Case study: #AmazonGo
Let’s take a look at Amazon Go, another service of Amazon that allows the customers to try another shopping experience with no lines and no check out. Of course this has a drastic impact on the economy itself, and the number of workers that are needed to run a store. And this is where the debate starts when it comes to using #technology. At one point of view, we are making our shopping experience easier and we’re saving time. On another note, we’re cutting the number of workers that would run the store. For the purposes of this post, I’d like to expand on the technology that is used to make this shopping experience possible. Whether I like this shopping experience or not, we’ll have to see, since I haven’t tried it myself.
Amazon Go requires a store to be outfitted with machine vision, deep-learning algorithms, and an array of cameras and sensors to watch a customer’s every move. These sensors and cameras look at what every item is, and when it’s been picked up and put back, so it can charge a shopper’s account.
Before you enter the store, you have to download the Amazon Go app and log in with your amazon account. Once you have that, you use the app, you scan the code and that’s how you have access in the store. Each of the shelves has sensors that track the weight associated with a product, and the cameras also feed the information on which item has been picked up. The items that you pick up and put in your bag are also being tracked on a “virtual cart” which is associated with your amazon account when you entered the store. Only when you leave the store, a receipt is emailed to you and your account is charged.
A lot of the “How’s” and what exact algorithms are used to make this experience possible are not publicized. But there is information hypothesizing and trying to understand how everything works.
An article on Wired magazine, explains that all the cameras that are placed everywhere around the stores, on shelves, and above aisles, don’t use facial recognition technology, but instead computer vision. Think of it as a network of cameras that allows the software to see and determine what that object is, and also keep track when items get picked up from the shelves. This network of cameras also determines one customer from another, so the right customer is charged with the things that they bought. Behind the computer vision is the deep learning, where the systems are basically advanced pattern recognition and allow for the system to draw conclusions from vast datasets.
The main theory underlying machine learning comes from statistics, where going from particular observations to general descriptions is called inference and learning is called estimation. Classification is called discriminant analysis in statistics.

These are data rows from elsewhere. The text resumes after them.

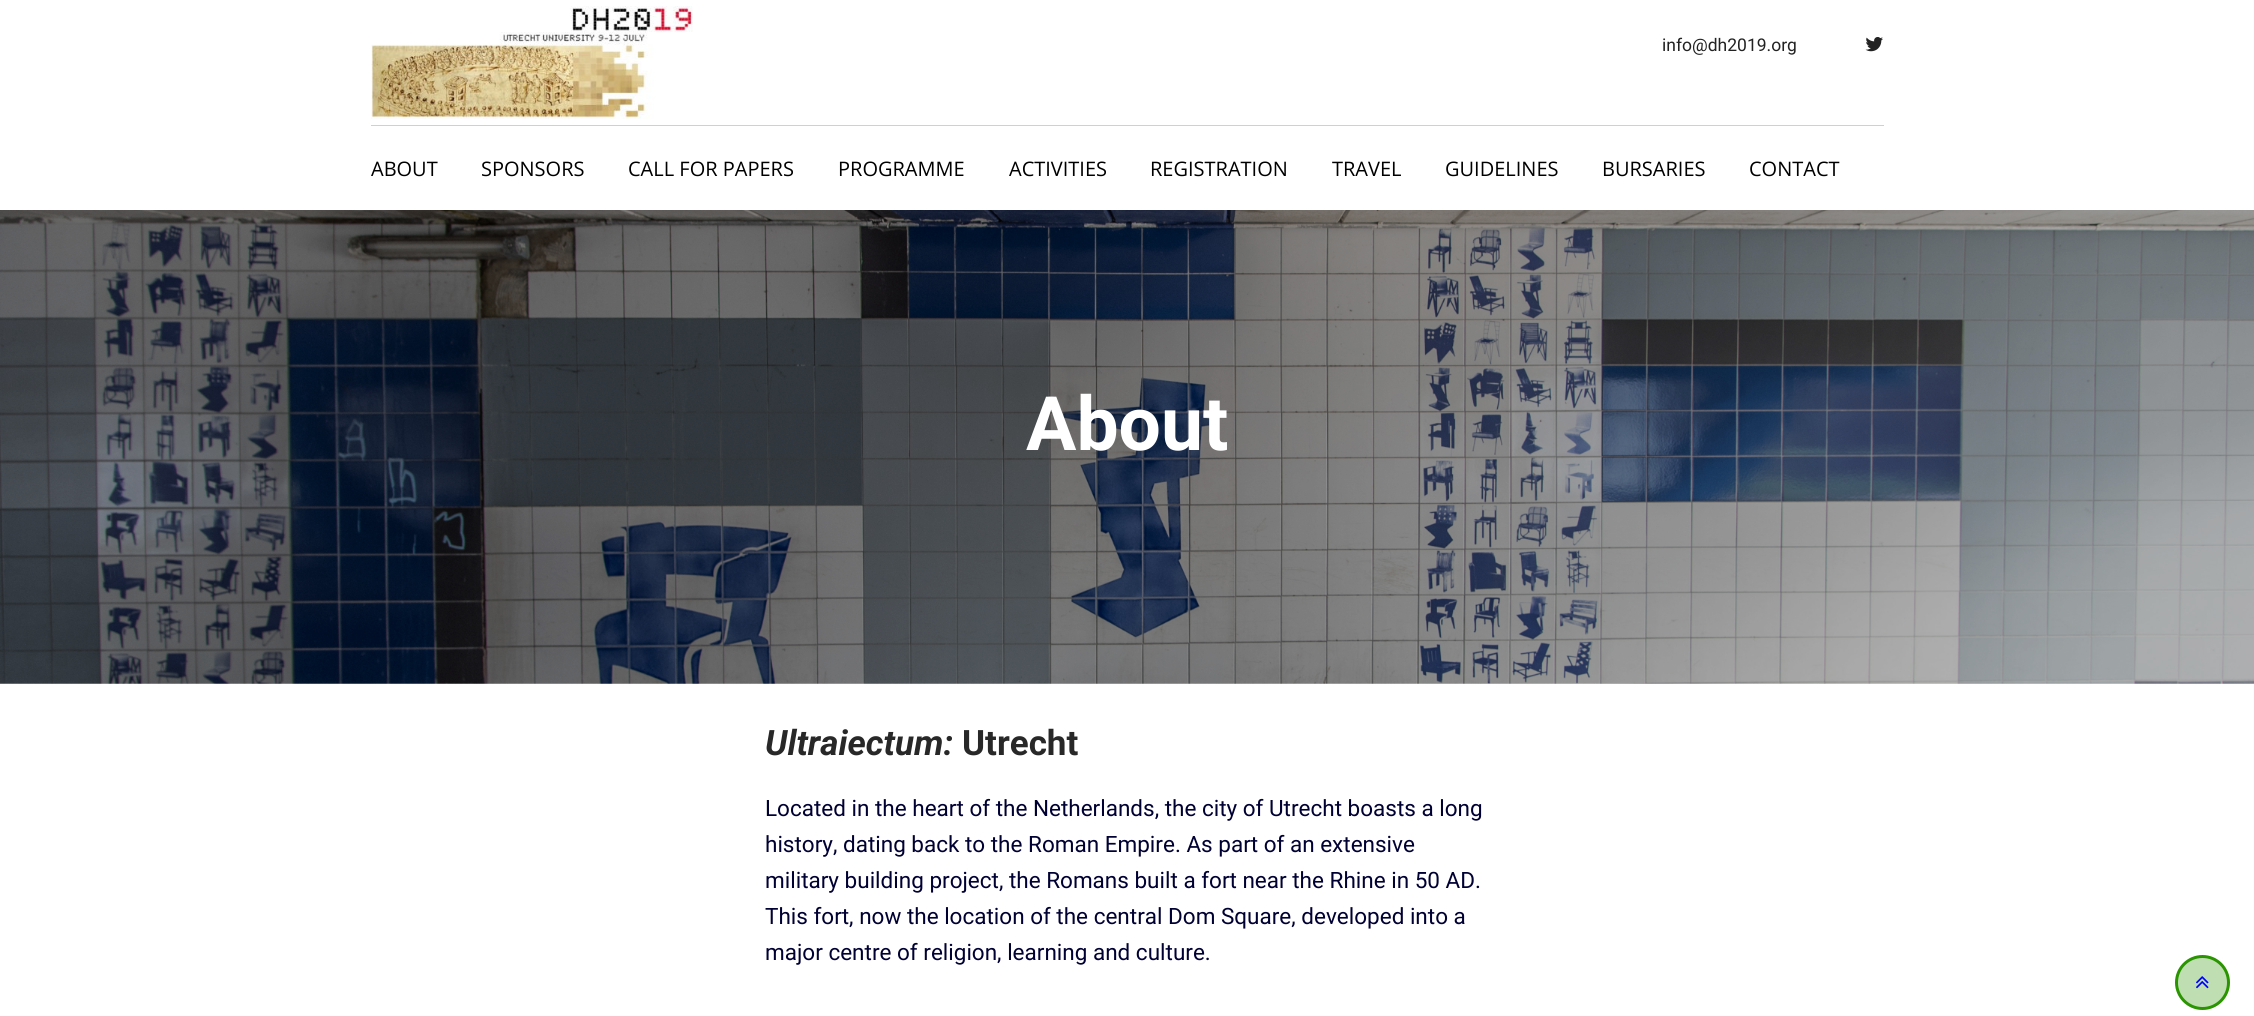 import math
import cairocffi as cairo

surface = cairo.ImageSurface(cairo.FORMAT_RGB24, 2254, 1016)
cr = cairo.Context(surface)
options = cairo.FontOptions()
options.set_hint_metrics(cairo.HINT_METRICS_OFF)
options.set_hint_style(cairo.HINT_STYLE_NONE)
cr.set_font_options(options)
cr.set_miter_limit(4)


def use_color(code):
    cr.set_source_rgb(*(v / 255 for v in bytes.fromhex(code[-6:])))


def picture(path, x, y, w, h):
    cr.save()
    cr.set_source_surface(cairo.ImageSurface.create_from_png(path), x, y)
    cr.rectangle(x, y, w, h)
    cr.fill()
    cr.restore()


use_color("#ffffff")
cr.paint()
picture("img1.png", 371, 6, 322, 113)
cr.select_font_face("Roboto")
cr.set_font_size(17.5)
use_color("#222222")
cr.move_to(1662, 51)
cr.show_text("info@dh2019.org")
picture("img2.png", 1865, 37, 18, 15)
use_color("#d0d0d0")
cr.rectangle(371, 125, 1513, 1)
cr.fill()
cr.select_font_face("Open Sans")
cr.set_font_size(20)
use_color("#000000")
cr.move_to(371, 176)
cr.show_text("ABOUT")
cr.move_to(481, 176)
cr.show_text("SPONSORS")
cr.move_to(628, 176)
cr.show_text("CALL FOR PAPERS")
cr.move_to(838, 176)
cr.show_text("PROGRAMME")
cr.move_to(1009, 176)
cr.show_text("ACTIVITIES")
cr.move_to(1150, 176)
cr.show_text("REGISTRATION")
cr.move_to(1332, 176)
cr.show_text("TRAVEL")
cr.move_to(1445, 176)
cr.show_text("GUIDELINES")
cr.move_to(1602, 176)
cr.show_text("BURSARIES")
cr.move_to(1749, 176)
cr.show_text("CONTACT")
picture("img3.png", 0, 210, 2254, 474)
cr.select_font_face("Roboto", cairo.FONT_SLANT_NORMAL, cairo.FONT_WEIGHT_BOLD)
cr.set_font_size(75)
use_color("#ffffff")
cr.move_to(1026, 450)
cr.show_text("About")
cr.select_font_face("Roboto", cairo.FONT_SLANT_ITALIC, cairo.FONT_WEIGHT_BOLD)
cr.set_font_size(35)
use_color("#282828")
cr.move_to(765, 755)
cr.show_text("Ultraiectum:")
cr.select_font_face("Roboto", cairo.FONT_SLANT_NORMAL, cairo.FONT_WEIGHT_BOLD)
cr.move_to(962, 755)
cr.show_text("Utrecht")
cr.select_font_face("Roboto")
cr.set_font_size(22.5)
use_color("#000033")
cr.move_to(765, 816)
cr.show_text("Located in the heart of the Netherlands, the city of Utrecht boasts a long")
cr.move_to(765, 852)
cr.show_text("history, dating back to the Roman Empire. As part of an extensive")
cr.move_to(765, 888)
cr.show_text("military building project, the Romans built a fort near the Rhine in 50 AD.")
cr.move_to(765, 924)
cr.show_text("This fort, now the location of the central Dom Square, developed into a")
cr.move_to(765, 960)
cr.show_text("major centre of religion, learning and culture.")
use_color("#bfdfb3")
cr.new_path()
cr.arc(2202.5, 982.5, 26, 0, 2 * math.pi)
cr.fill_preserve()
use_color("#2a9500")
cr.set_line_width(3)
cr.stroke()
picture("img4.png", 2196, 976, 13, 13)
surface.write_to_png("result.png")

“Machine learning, and prediction, is possible because the world has regularities. Things in the world change smoothly. We are not “beamed” from point A to point B, but we need to pass through a sequence of intermediate locations”. (Alpaydin)
So, once you try to “de-blackbox” terms such as machine learning, you understand that at the basis of it lies statistics and statistical analysis and math models that have been used in may different fields, but more recently these became hot topics in the field of computer science and information science.
As Deborah G. Johnson and Mario Verdicchio suggest on their research, a critically important ethical issue facing the #AI research community has to do with how AI research and AI products are responsibly conceptualized and presented to the public. They argue that most of the issues relating to AI can be tackled by distinguishing AI computational artefacts and AI sociotechnical systems, which include computational #artefacts.
We need to keep in mind that as more new technologies are being used, it is the human actor that makes these technologies present and not the computational artefacts in them, or what media or businesses use as “buzz words” from a profit perspective.
Have you ever been inside a GO store? What was your experience like?